Page 1: Nascimento Grande

A paixão de Nascimento Grande ________________________________________________________

Um dos sinais inequívocos de que o mundo anda da pá virada – e como está pior - é a morte do valente honrado, do porradeiro gentil-homem. Não há mais o valentão romântico; vivemos a era dos covardes, dos bundões que armam as maiores pancadarias em portas de boates e estádios de futebol com a fúria insana dos apaches de filmes de faroeste. Umas bestas, em suma. Nenhum deles merece limpar o cocô do legendário Nascimento Grande, o maior valentão que passou por aqui. A descrição que Luís da Câmara Cascudo (pausa para as reverências devidas. Vou ali acender uma vela e já volto) . Retornei. Como ia começando a dizer, a descrição que o mestre Cascudo faz de Nascimento Grande é fenomenal. Vejam só: “De alta estatura, corpulento, chegando aos 130

quilos, morenão, bigodes longos, muito cortês e maneiroso, usava invariável chapelão desabado, capa de borracha dobrada no braço e a célebre bengala de quinze quilos, manejada como se pesasse quinze gramas e que ele chamava a volta. Uma bengalada derribava um homem, duas desacordavam e três matavam.” Mas deixem-me explicar quem foi essa figura extraordinária. Chamava-se José Antônio do Nascimento e era o mais afamado valente do Recife na entrada do século XX. Trabalhava na estiva e, segundo relatos, carregava cargas absolutamente insanas, daquelas de enrubescer os maiores fortões. Era um Hércules, o Nascimento Grande.
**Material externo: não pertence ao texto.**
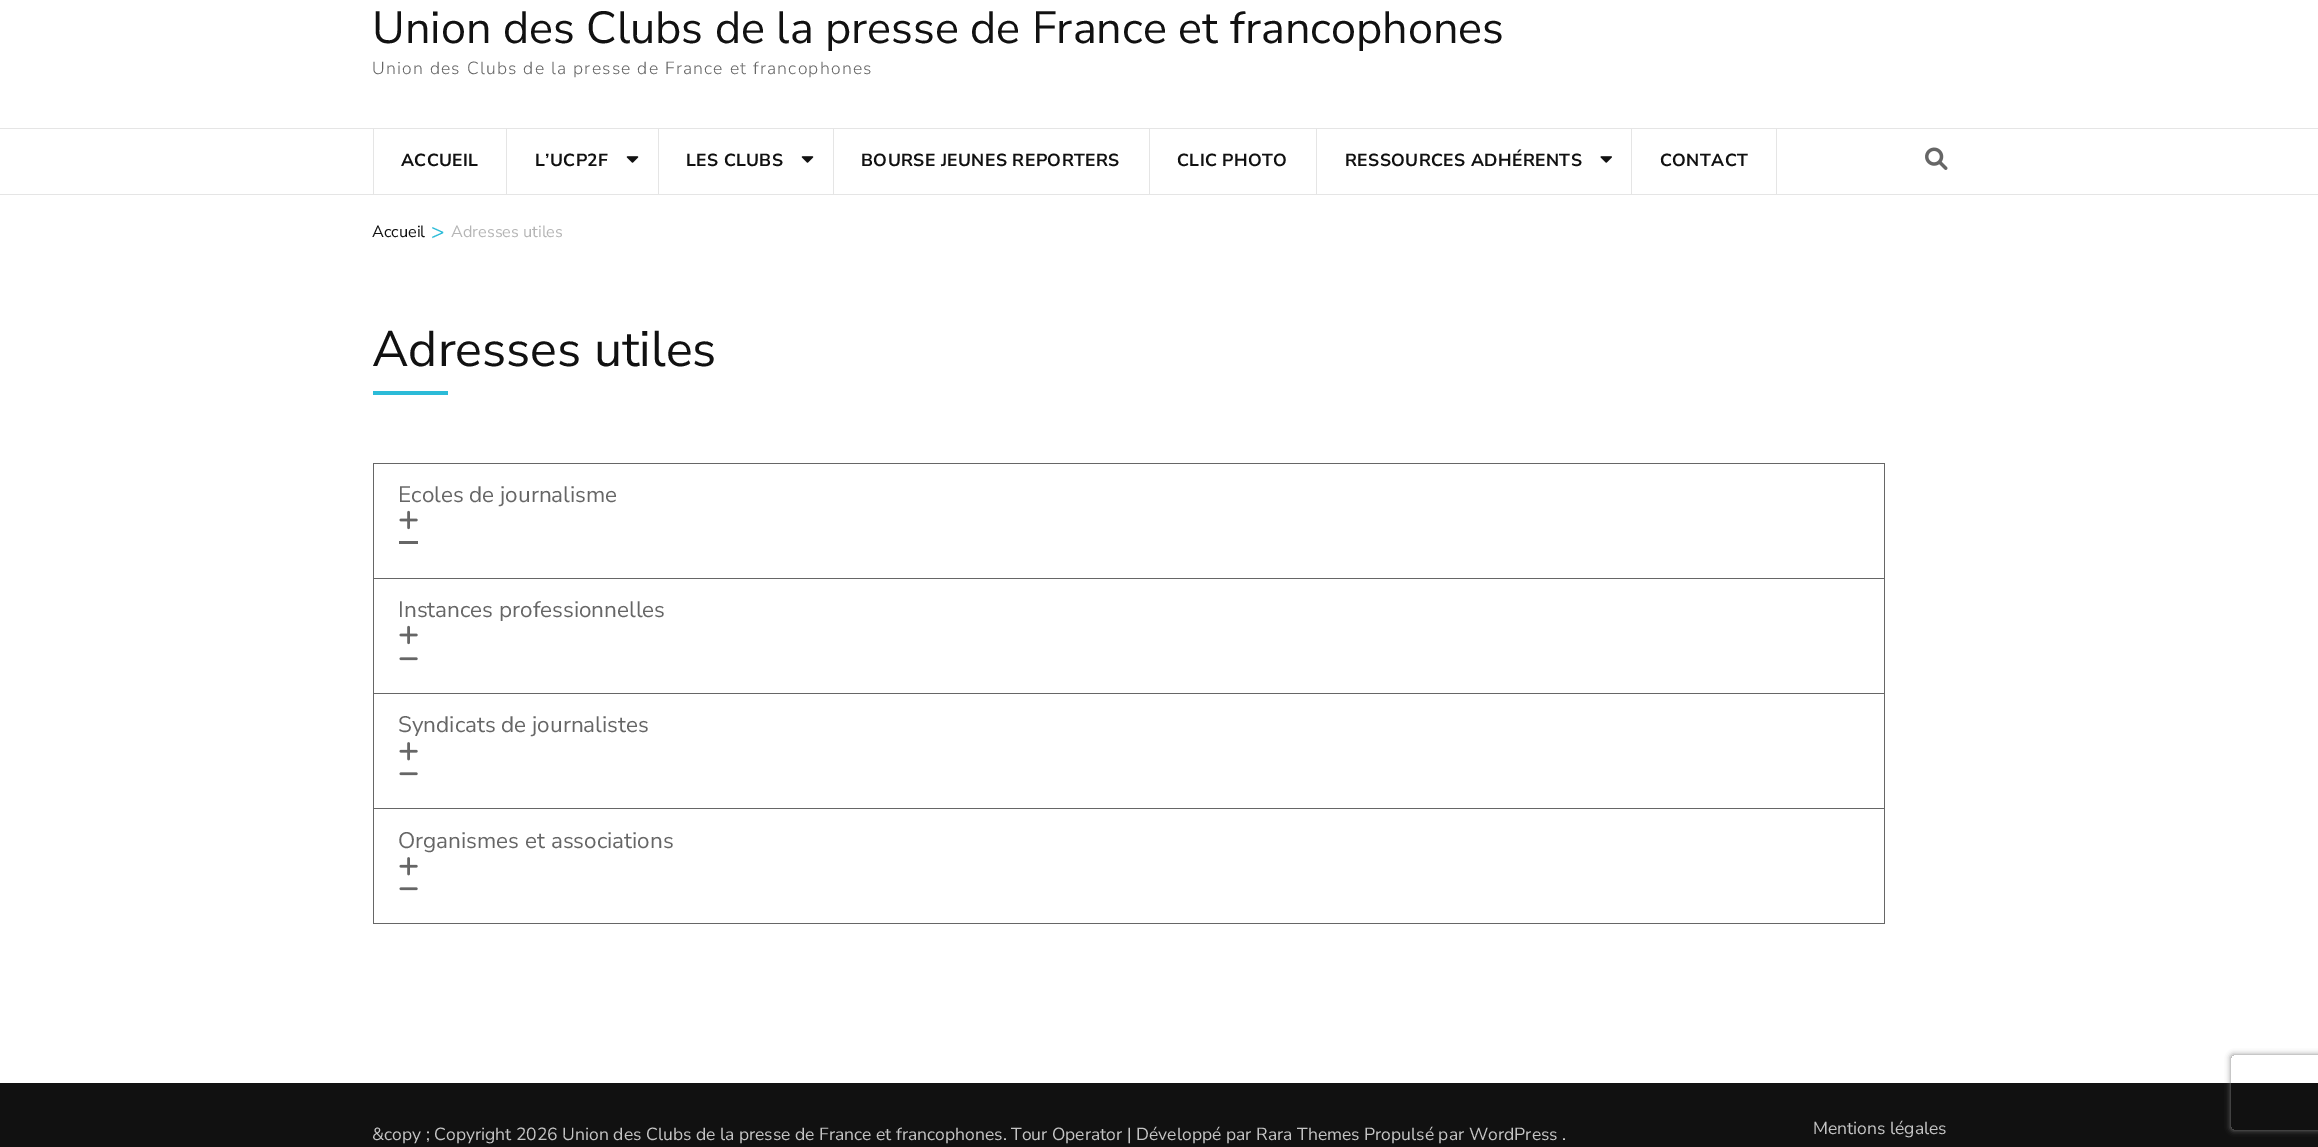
%!PS-Adobe-3.0
%%BoundingBox: 0 0 2318 1147
%%LanguageLevel: 3
%%Pages: 1
%%EndComments
%%BeginProlog
/setink { 3 { 255 div 3 1 roll } repeat setrgbcolor } def
/usefont { [ exch dup neg 0 0 3 -1 roll 0 0 ] selectfont } def
/drawtext { setink usefont moveto show } def
/fillbox { setink rectfill } def
/setalpha { dup .setfillconstantalpha .setstrokeconstantalpha } def
/rrect { 5 dict begin { /r /h /w /y /x } { exch def } forall
  x r add y moveto x w add y 2 copy h add r arct x w add y h add x 1 index r arct
  x y h add x y r arct x y 2 copy exch w add exch r arct closepath end } def
/softshadow { 12 dict begin { /a /b /q /h /w /y /x } { exch def } forall gsave /was 0 def
  9 -2 -9 { dup b mul 4 div /e exch def 1 sub .425 mul 2.718 exch exp 1 add a .99 .min exch div /now exch def
    1 1 now sub 1 was sub div sub setalpha /was now def
    w h .min e 2 mul add 0 gt { x e sub y e sub w e 2 mul add h e 2 mul add
      q e add b .6 mul add w h .min 2 div e add .min 0 .max rrect fill } if } for grestore end } def
/drawimage { 5 dict begin { /h /w /y /x /name } { exch def } forall
  gsave x y translate w h scale
  w h 8 [w 0 0 h 0 0] name (r) file false 3 colorimage grestore end } def
%%EndProlog
%%BeginSetup
<< /PageSize [2318 1147] /PageUsesTransparency true >> setpagedevice
%%EndSetup
%%Page: 1 1
0 .pushpdf14devicefilter
0 1147 translate 1 -1 scale
4 setmiterlimit
0 0 2318 1147 255 255 255 fillbox
(Union des Clubs de la presse de France et francophones) 372 43 /NunitoSans-Regular 45 17 17 17 drawtext
/NunitoSans-Light 17.5 usefont
102 102 102 setink
372 74 moveto 1.25 0 (Union des Clubs de la presse de France et francophones) ashow
0 128 2318 1 229 229 229 fillbox
0 194 2318 1 229 229 229 fillbox
506 129 1 65 229 229 229 fillbox
373 129 1 65 229 229 229 fillbox
/NunitoSans-Bold 17.5 usefont
17 17 17 setink
401 166 moveto 0.4 0 (ACCUEIL) ashow
658 129 1 65 229 229 229 fillbox
17 17 17 setink
535 166 moveto 0.4 0 (L’UCP2F) ashow
(assets/img1.rgb) 626 156 13 7 drawimage
833 129 1 65 229 229 229 fillbox
17 17 17 setink
686 166 moveto 0.4 0 (LES CLUBS) ashow
(assets/img1.rgb) 801 156 13 7 drawimage
1149 129 1 65 229 229 229 fillbox
17 17 17 setink
861 166 moveto 0.4 0 (BOURSE JEUNES REPORTERS) ashow
1316 129 1 65 229 229 229 fillbox
17 17 17 setink
1177 166 moveto 0.4 0 (CLIC PHOTO) ashow
1631 129 1 65 229 229 229 fillbox
17 17 17 setink
1345 166 moveto 0.4 0 (RESSOURCES ADHÉRENTS) ashow
(assets/img2.rgb) 1600 156 12 7 drawimage
1776 129 1 65 229 229 229 fillbox
17 17 17 setink
1660 166 moveto 0.4 0 (CONTACT) ashow
(assets/img3.rgb) 1925 147 23 23 drawimage
(Accueil) 372 237 /NunitoSans-Regular 16.25 17 17 17 drawtext
(>) 431 239 /NunitoSans-Regular 22.5 43 187 216 drawtext
(Adresses utiles) 451 237 /NunitoSans-Regular 16.25 181 181 181 drawtext
(Adresses utiles) 372 366 /NunitoSans-Regular 50 17 17 17 drawtext
373 391 75 4 43 187 216 fillbox
373 923 1512 1 102 102 102 fillbox
373 463 1512 1 102 102 102 fillbox
1884 463 1 115 102 102 102 fillbox
373 463 1 115 102 102 102 fillbox
(Ecoles de journalisme) 398 502 /NunitoSans-Regular 22.5 102 102 102 drawtext
(assets/img4.rgb) 399 510 19 20 drawimage
399 541 19 3 102 102 102 fillbox
373 578 1512 1 102 102 102 fillbox
1884 578 1 115 102 102 102 fillbox
373 578 1 115 102 102 102 fillbox
(Instances professionnelles) 398 617 /NunitoSans-Regular 22.5 102 102 102 drawtext
(assets/img4.rgb) 399 625 19 20 drawimage
(assets/img5.rgb) 399 657 19 4 drawimage
373 693 1512 1 102 102 102 fillbox
1884 693 1 115 102 102 102 fillbox
373 693 1 115 102 102 102 fillbox
(Syndicats de journalistes) 398 732 /NunitoSans-Regular 22.5 102 102 102 drawtext
(assets/img6.rgb) 399 742 19 19 drawimage
(assets/img5.rgb) 399 772 19 4 drawimage
373 808 1512 1 102 102 102 fillbox
1884 808 1 115 102 102 102 fillbox
373 808 1 115 102 102 102 fillbox
(Organismes et associations) 398 848 /NunitoSans-Regular 22.5 102 102 102 drawtext
(assets/img6.rgb) 399 857 19 19 drawimage
(assets/img5.rgb) 399 887 19 4 drawimage
0 1083 2318 64 17 17 17 fillbox
(&copy ; Copyright 2026 Union des Clubs de la presse de France et francophones. Tour Operator | Développé par Rara Themes Propulsé par WordPress .) 372 1140 /NunitoSans-Regular 17.5 196 196 196 drawtext
(Mentions légales) 1813 1134 /NunitoSans-Regular 17.5 196 196 196 drawtext
gsave
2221 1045 moveto 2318 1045 lineto 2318 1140 lineto 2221 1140 lineto closepath 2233.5 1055 moveto 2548.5 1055 lineto 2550 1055 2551 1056 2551 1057.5 curveto 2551 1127.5 lineto 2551 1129 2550 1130 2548.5 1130 curveto 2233.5 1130 lineto 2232 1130 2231 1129 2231 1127.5 curveto 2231 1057.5 lineto 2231 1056 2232 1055 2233.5 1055 curveto closepath eoclip newpath
128 128 128 setink
2231 1055 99 75 2.5 3 1 softshadow
grestore
.poppdf14devicefilter showpage
%%EOF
Nunca, eu disse nunca, provocou uma porrada. De conduta ilibada e honestidade comovente, só saía no cacete em legítima defesa. Como era uma fortaleza, costumava ser desafiado por malandros de todos os tipos e mestres de capoeira, que sabiam da fama reservada a alguém que conseguisse meter-lhe a porrada. Nunca aconteceu. Meu avô, que era pernambucano arretado, contava coisas absolutamente espantosas sobre Nascimento Grande, e guardava como relíquia um cordel chamado Vida de Nascimento Grande, o Homem do Pulso de Ferro. Nós, os netos, ouvíamos extasiados os feitos do ciclópico personagem. Toda vez que ouvia algum relato envolvendo cenas de força e valentia, o velho afirmava: - Valente mesmo só teve um: Nascimento Grande. E era educadíssimo. Conheço inúmeras histórias desse gigante. A que sempre me impressionou se refere a um ataque que sofreu, em Vitória de Santo Antão, de um cabra chamado Corre-Hoje, tremendo facínora. Esse biltre atacou Nascimento Grande auxiliado por sete comparsas. Pra que? Nascimento Grande bateu nos sete e matou o Corre-Hoje. Diante do pânico dos que assistiam à cena, que incluiu os inevitáveis desmaios das mulheres, Nascimento Grande colocou o corpo do meliante em um banco, acendeu velas votivas e velou, rezando

Page 2: Nascimento Grande

contrito, a alma do morto até a chegada da polícia. Exigiu que Corre-Hoje tivesse um velório cristão. Era o defensor das putas do Recife Velho. Mandava dizer que quem maltratasse as moças se veria com ele e com sua inclemente bengala. Não havia cafetão ou cliente que se metesse a engraçado com as quengas quando o Grande estava na zona. Constantemente se apaixonava pelas meninas e afirmava que o amor de uma puta era o mais sincero dos sentimentos. Repetia sempre uma máxima: - sortudo é o homem pelo qual uma puta se apaixona. Maldito é o que tem os amores de uma virtuosa. Em certa feita foi provocado por um valente chamado Pajéu, metido a capoeirista e dado a bater em mulher – coisa que causava asco no nosso personagem. Pois o tal do Pajéu apanhou mais que boi ladrão. Não foi suficiente. Após a surra, Nascimento Grande obrigou o cabra a colocar uma saia de mulher e desfilar pelas ruas do Recife Velho. As putas, que amavam nosso personagem e execravam o tal de Pajéu, aplaudiram em delírio a desmoralização do bocó. Foi ele quem matou, em viagem ao Rio de Janeiro, o legendário capoeirista Camisa Preta, que o desafiara para um combate de morte. Um dia vou escrever dez relatos apenas sobre essa batalha, que - há testemunhas! - transformou o Largo da Carioca na península do Peloponeso. Com o coração do tamanho do Capibaribe, Nascimento Grande fez grandes amigos por onde andou. Honestíssimo - mesmo os inimigos reconheciam isso - , chorava feito manteiga derretida com as coisas mais corriqueiras da vida. Morreu, com mais de cem anos, no Rio de Janeiro, onde passou parte da velhice. Para ele, escrevi um arremedo de verso mínimo a respeito de uma lição que deixou: Afiadas facas Cortam meu amor Em seus delírios. Deus me guarde das rosas castas E me conceda o amor das moças putas Em cujas mão as facas viram lírios. Era um passarinho, o Nascimento Grande. Axé!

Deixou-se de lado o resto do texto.